|The Ladies in White surrounded by the "spontaneous" mob.|
About 100 pro-government demonstrators surrounded the Ladies as they marched in Havana's Vedado neighborhood, shouting slogans like "Down with the Worms!" and "This Street Belongs to Fidel!" as well as some sexually offensive slogans.
The Ladies, mostly middle-aged wives and mothers of political prisoners jailed in a 2003 sweep against intellectuals and opposition figures, wore sweat shirts bearing the image of Orlando Zapata Tamayo, a political prisoner who died last year after an 83-day hunger strike.
They stood in the middle of the street and refused to move, until security agents moved in and loaded them onto government buses. It was not clear where they were taken, though in the past the dissidents are usually brought back to their homes.

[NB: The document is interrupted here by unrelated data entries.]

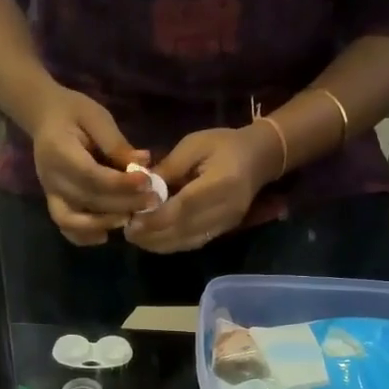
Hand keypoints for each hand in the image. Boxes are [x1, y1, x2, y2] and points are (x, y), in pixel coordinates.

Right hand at [23, 84, 153, 245]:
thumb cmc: (74, 112)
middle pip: (87, 200)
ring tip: (131, 218)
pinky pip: (65, 227)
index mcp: (59, 151)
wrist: (45, 117)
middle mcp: (51, 177)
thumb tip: (143, 164)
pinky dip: (84, 236)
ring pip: (73, 220)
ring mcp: (50, 193)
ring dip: (104, 223)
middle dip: (122, 204)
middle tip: (152, 202)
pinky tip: (106, 234)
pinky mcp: (54, 202)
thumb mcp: (97, 117)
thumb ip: (116, 143)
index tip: (147, 182)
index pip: (91, 175)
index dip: (120, 184)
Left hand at [126, 125, 279, 252]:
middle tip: (127, 232)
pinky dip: (172, 244)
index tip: (132, 221)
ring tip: (136, 237)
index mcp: (221, 182)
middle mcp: (226, 208)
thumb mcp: (194, 145)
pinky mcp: (225, 230)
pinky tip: (154, 240)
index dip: (156, 218)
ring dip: (160, 243)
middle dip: (153, 235)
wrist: (260, 157)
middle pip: (185, 229)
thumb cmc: (224, 144)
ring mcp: (227, 223)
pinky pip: (195, 242)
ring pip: (188, 241)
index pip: (184, 207)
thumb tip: (141, 188)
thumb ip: (168, 168)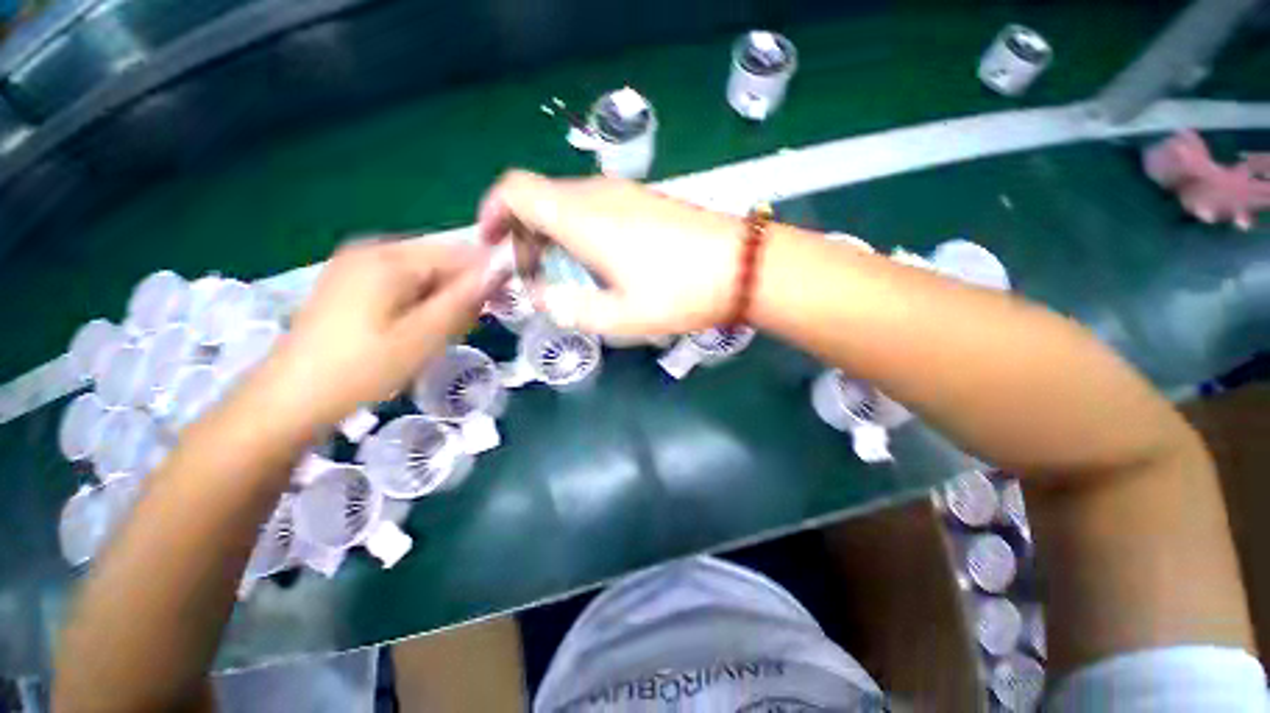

The ugliness, known as an "Act of Repudiation," is an oft-repeated spectacle in Cuba. The government contends the screaming crowd turns out spontaneously to denounce the opposition, though little is done to conceal coordination with state security agents who are also on the scene.
In past demonstrations, state agents have waved for supporters to come forward once it became clear the Ladies would not heed warnings to halt their march.
The women began their march outside a church in the leafy Miramar section of town at midday, as they have done every Sunday since 2003. The demonstration went off quietly, but when the Ladies showed up later in the day in Vedado, the crowds were waiting.
The incident came a day after Cuban television broadcast a program about the Ladies it said showed they were interested in getting money from the United States. Cuba maintains the relationship shows them to be mercenaries and common criminals.
The program, which included taped phone conversations and grainy images of opposition figures meeting with U.S. officials, also revealed that a man thought to be allied with the dissidents, Carlos Serpa, was really a state security agent.
Serpa even allowed himself to be filmed calling in a false report of mistreatment to the U.S. government backed Radio Marti in Miami, then showed how the false report went out on the air a short time later. The program said it was an example of how disinformation is spread.
Cuba is in the midst of releasing the last of the dissidents arrested in 2003, with just five remaining in jail. While most accepted exile in Spain, those released more recently have refused to go and been allowed to return to their homes. Many have vowed to continue fighting for political change, a direct challenge to a government ruled since 1959 by brothers Fidel and Raul Castro.
Tension has been particularly high in the past week because Wednesday was the anniversary of Zapata's death. Dissidents and a human rights official say some 46 opposition figures were detained in the days surrounding the anniversary, though were quickly released. The Ladies in White did not march on the anniversary, but a pro-government crowd showed up outside the home of one of the group's leaders nonetheless, shouting and throwing eggs at 17 women who were gathered inside.